Roy Wood Jr. Takes Center Stage with His Comedy Central Stand-up Special

Comedy Features Roy Wood Jr.
Roy Wood Jr. Takes Center Stage with His Comedy Central Stand-up Special

For its first 19 years on the air, The Daily Show attempted to capture the gravitas of a traditional newsmagazine show like 60 Minutes and 20/20, and the correspondents that they hired reflected this ideal. They were satirizing TV journalists by hiring people that, had they not devoted their lives to being funny, could be news people in another life.

In the new regime, and with the program’s place in the cultural conversation secured, the show has shifted gears, hiring correspondents who could never be mistaken for Stone Phillips or Jane Pauley. They’re still speaking truth to power, but they’re squarely putting the laughs first.

No one exemplifies this better than Roy Wood, Jr. The veteran standup and former radio personality appeared on The Daily Show the same night that Trevor Noah debuted, and it could be argued that the comic made the stronger impression. He was the cantankerous Southerner who couldn’t care less that NASA was planning on colonizing Mars. “Black people ain’t goin’ to Mars! Brother can’t catch a cab, you think he can catch a spaceship?”

Wood’s legend on the show has only grown since then, especially in his field pieces where he reflected the confusion and terror of the 2016 election, dug into the bureaucracy of bullshit fueling many Army Corps of Engineers projects, and explored potential racial biases in policemen. To every situation, he brings a rumpled frustration and a complete indifference to decorum.

“The producers are so good about letting you be yourself,” Wood says, speaking from his home in New York City as his eight-month-old son squeals in the background. “All the correspondents have been pretty consistent about letting some part of their actual personality come across. They allowed me to do some stuff early on that fit me. Nothing that’s delivered in the same style that a traditional news reporter would do. But I’m still able to convey the information. At the end of the day, that’s more important.”
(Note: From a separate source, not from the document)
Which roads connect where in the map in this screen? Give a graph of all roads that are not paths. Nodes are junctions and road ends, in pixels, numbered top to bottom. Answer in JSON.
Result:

The 38-year-old comic is somewhat tempered by the strictures of the short form pieces that he does for The Daily Show, which is why it is especially great to see him stretch out within the borders of his first hour-long standup special. Father Figure, premiered last night on Comedy Central and is available on demand on the Comedy Central website if you log in with your cable provider info, features the same pointed social commentary and interest in racial politics but with the threads wound more tightly around observations from his own experience. It’s such a tightly-constructed hour that it feels strange to point out that it is his first stand-up special and to hear that Wood feels like he found his comedic voice in 2006, almost a decade after he started.
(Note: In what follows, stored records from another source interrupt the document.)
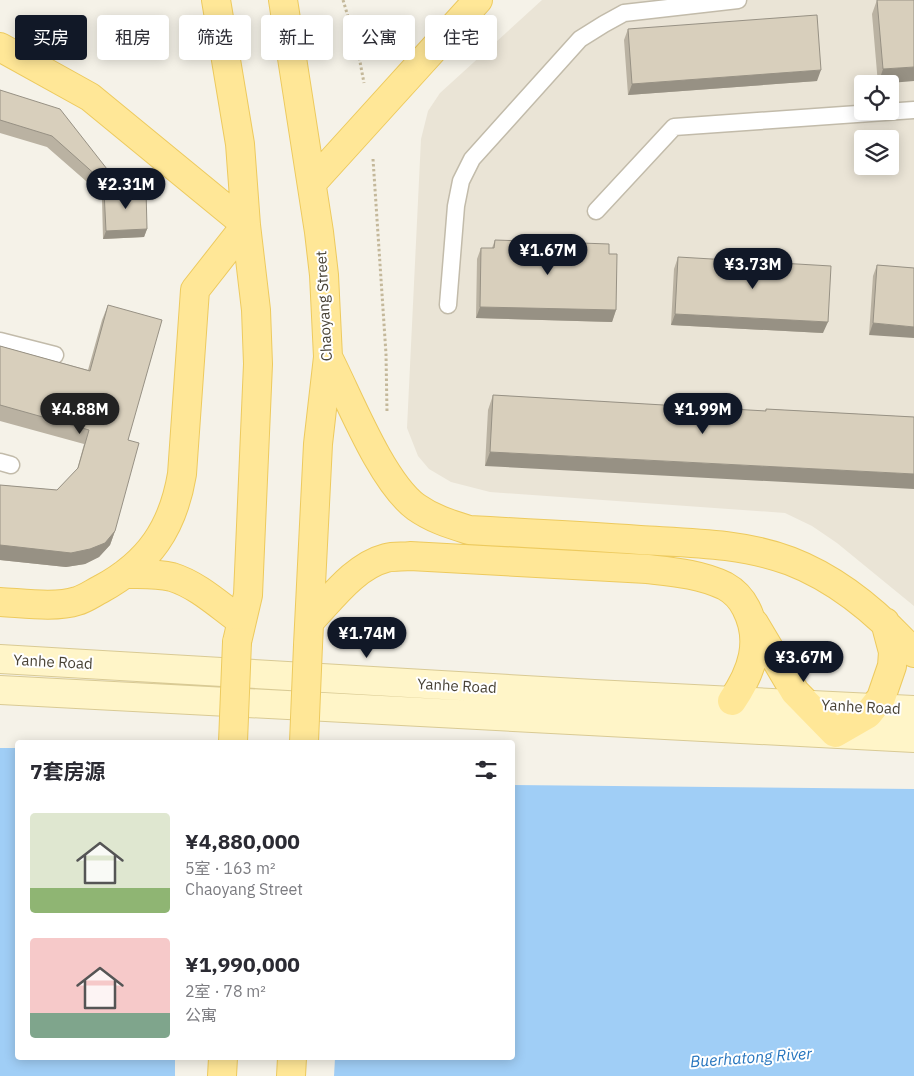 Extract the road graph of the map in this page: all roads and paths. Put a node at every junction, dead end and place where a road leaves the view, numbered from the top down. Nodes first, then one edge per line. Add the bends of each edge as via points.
1 (216, 0) edge
2 (283, 0) edge
3 (343, 0) edge
4 (478, 0) edge
5 (738, 0) edge
6 (0, 47) edge
7 (914, 110) edge
8 (371, 118) junction
9 (312, 183) junction
10 (596, 211) dead end
11 (246, 225) junction
12 (448, 305) dead end
13 (0, 340) edge
14 (55, 356) dead end
15 (328, 357) junction
16 (387, 417) dead end
17 (125, 574) junction
18 (0, 602) edge
19 (750, 615) junction
20 (885, 622) junction
21 (239, 632) junction
22 (310, 633) junction
23 (914, 653) edge
24 (0, 659) edge
25 (0, 690) edge
26 (732, 700) junction
27 (806, 704) junction
28 (873, 708) junction
29 (914, 710) edge
30 (835, 733) junction
31 (914, 738) edge
32 (233, 740) edge
33 (304, 740) edge
34 (223, 1060) edge
35 (292, 1060) edge
36 (222, 1076) edge
37 (291, 1076) edge

1 - 11 main road via 240,144
2 - 9 main road, Chaoyang Street
3 - 8 path via 357,46
4 - 8 main road
5 - 12 lane via 624,13 580,39 472,159 461,181
6 - 11 main road via 90,97
7 - 10 lane via 674,127
8 - 9 main road
8 - 16 path
9 - 15 main road, Chaoyang Street via 324,275
11 - 17 main road via 195,290 182,474 177,500 169,524
11 - 21 main road via 256,310 257,402 248,595
13 - 14 lane
15 - 20 main road via 388,478 415,507 439,521 469,530 706,544 753,550 790,561 819,575
15 - 22 main road, Chaoyang Street via 318,444
17 - 18 main road via 77,601 42,604
17 - 21 main road via 173,577 196,589
19 - 22 main road via 742,601 727,587 684,573 410,556 387,558 371,564 346,583
19 - 26 main road via 756,638 754,654 743,684
19 - 27 main road via 786,678
20 - 23 main road
20 - 28 main road via 893,652 892,666 881,698
21 - 32 main road, bridge
22 - 33 main road, Chaoyang Street, bridge
24 - 26 main road, Yanhe Road
25 - 30 main road, Yanhe Road
26 - 27 main road, Yanhe Road
27 - 28 main road, Yanhe Road
27 - 30 main road
28 - 29 main road, Yanhe Road
28 - 30 main road via 858,722
30 - 31 main road, Yanhe Road
34 - 36 main road
35 - 37 main road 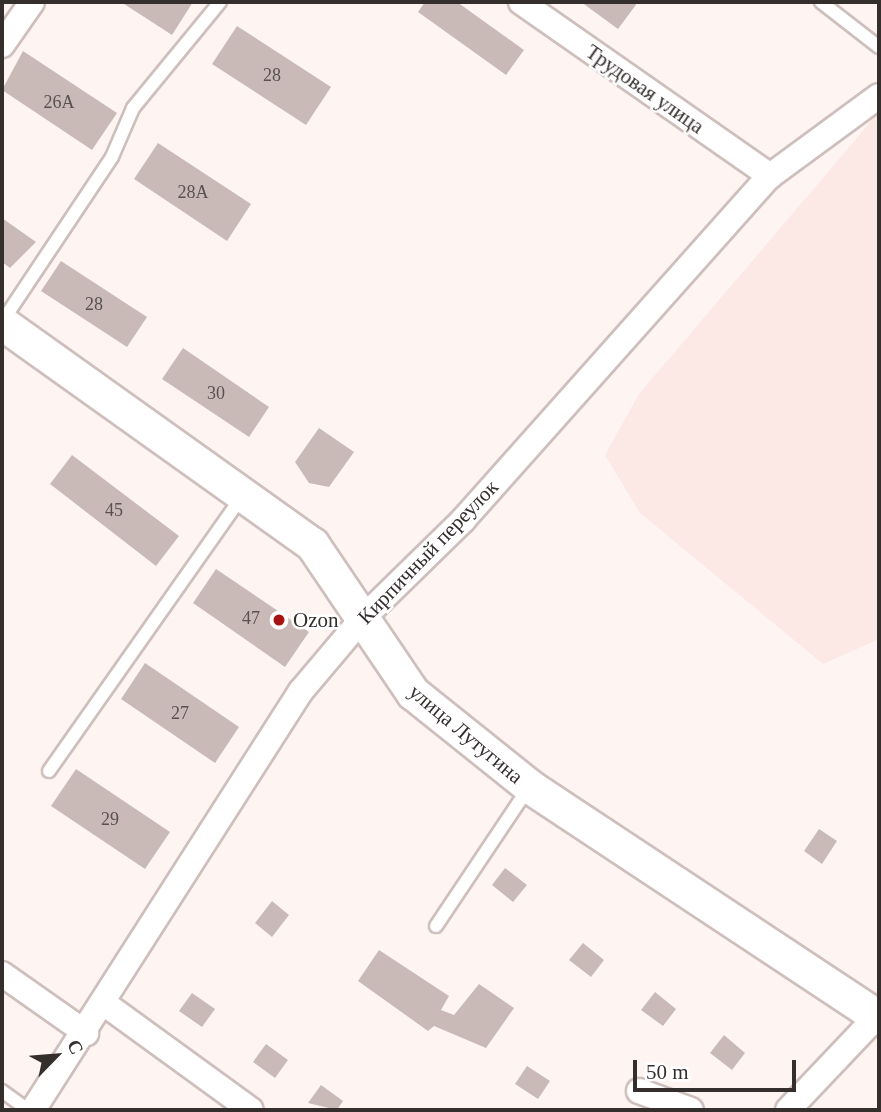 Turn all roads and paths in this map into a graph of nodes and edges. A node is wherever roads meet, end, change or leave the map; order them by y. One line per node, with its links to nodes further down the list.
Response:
1 (32, 2): 5 (street)
2 (220, 2): 9 (lane)
3 (521, 2): 8 (street, Трудовая улица)
4 (821, 2): 6 (lane)
5 (2, 45)
6 (879, 47)
7 (879, 96): 8 (street, Кирпичный переулок)
8 (770, 176): 11 (street, Кирпичный переулок)
9 (2, 322): 10 (main road, улица Лутугина)
10 (244, 495): 11 (main road, улица Лутугина); 12 (lane)
11 (361, 620): 13 (main road, улица Лутугина); 16 (street, Кирпичный переулок)
12 (49, 771)
13 (529, 786): 14 (lane); 17 (main road, улица Лутугина)
14 (436, 926)
15 (2, 974): 18 (street)
16 (105, 1004): 18 (street, Кирпичный переулок); 23 (street)
17 (878, 1016): 25 (street)
18 (86, 1033): 22 (street, Кирпичный переулок)
19 (2, 1091): 21 (lane)
20 (639, 1091): 24 (street)
21 (28, 1110)
22 (33, 1110)
23 (251, 1110)
24 (691, 1110)
25 (788, 1110)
“When I was young, people would tell me, ‘Talk about your life experiences. That’s what people wanna hear,’” he remembers. “I was 19! Nobody gave a shit about my life. Trying to be relatable and doing jokes about book buybacks means you’re going to have a very limited audience. Once I realized those aren’t the types of jokes I needed to continue telling and started talking about the world, then I have a common denominator with the world. They cared more about how the police are when you get pulled over and why Waffle House is the best place to eat. I was eight years in before I became more of what I am today: observational to the point of being more annoyed with stuff.”

The story of an entertainer grinding away until well in their thirties (or older) before finally breaking through into wider recognition and acclaim has become a familiar tale. Wood’s journey does have some particularly interesting pathways and detours, though. Inspired by the onscreen style of folks like Stuart Scott and Fred Hickman, his first notion was to go into sports journalism. He was headed that way as a student at Florida A&M before he slipped into doing comedic bits for a radio station. That led to his first breakthrough, working on a morning radio show in his hometown of Birmingham, Alabama, but with the proviso that he would do prank phone calls for broadcast.

“I didn’t want to do them,” Wood says. “I wanted to do weird sketches, but they said, ‘You can do all that but you have to do the prank phone calls as well.’ As luck would have it, they caught fire and I started to use them as collateral to get me booked in other cities. I would argue that the same prank phone calls that I didn’t want to do have been just as pivotal for me as being on Letterman or doing Def Comedy Jam.”

He started marking off milestones like that soon after, including surviving the gauntlet of Last Comic Standing and spending a few years on the short-lived sitcom Sullivan & Son. Wood has also found himself jumping back into the world of sports as a contributor for ESPN’s Sportsnation. All great gigs and moments, to be sure, but his current home at The Daily Show is where he has found the perfect platform to grow even more as a writer and performer.

“More than ever what we do is important,” Wood says. “So being here and having an opportunity to do that is cool. It’s one thing to try and affect change with your jokes. It’s another to have the full strength of a half-hour news show behind your opinions. I’m not in any rush to run away from that. I still feel like I have a lot to accomplish. It’s a new America and we’re a new show for all intents and purposes. There’s a lot of meat on the bone and I’m still hungry.”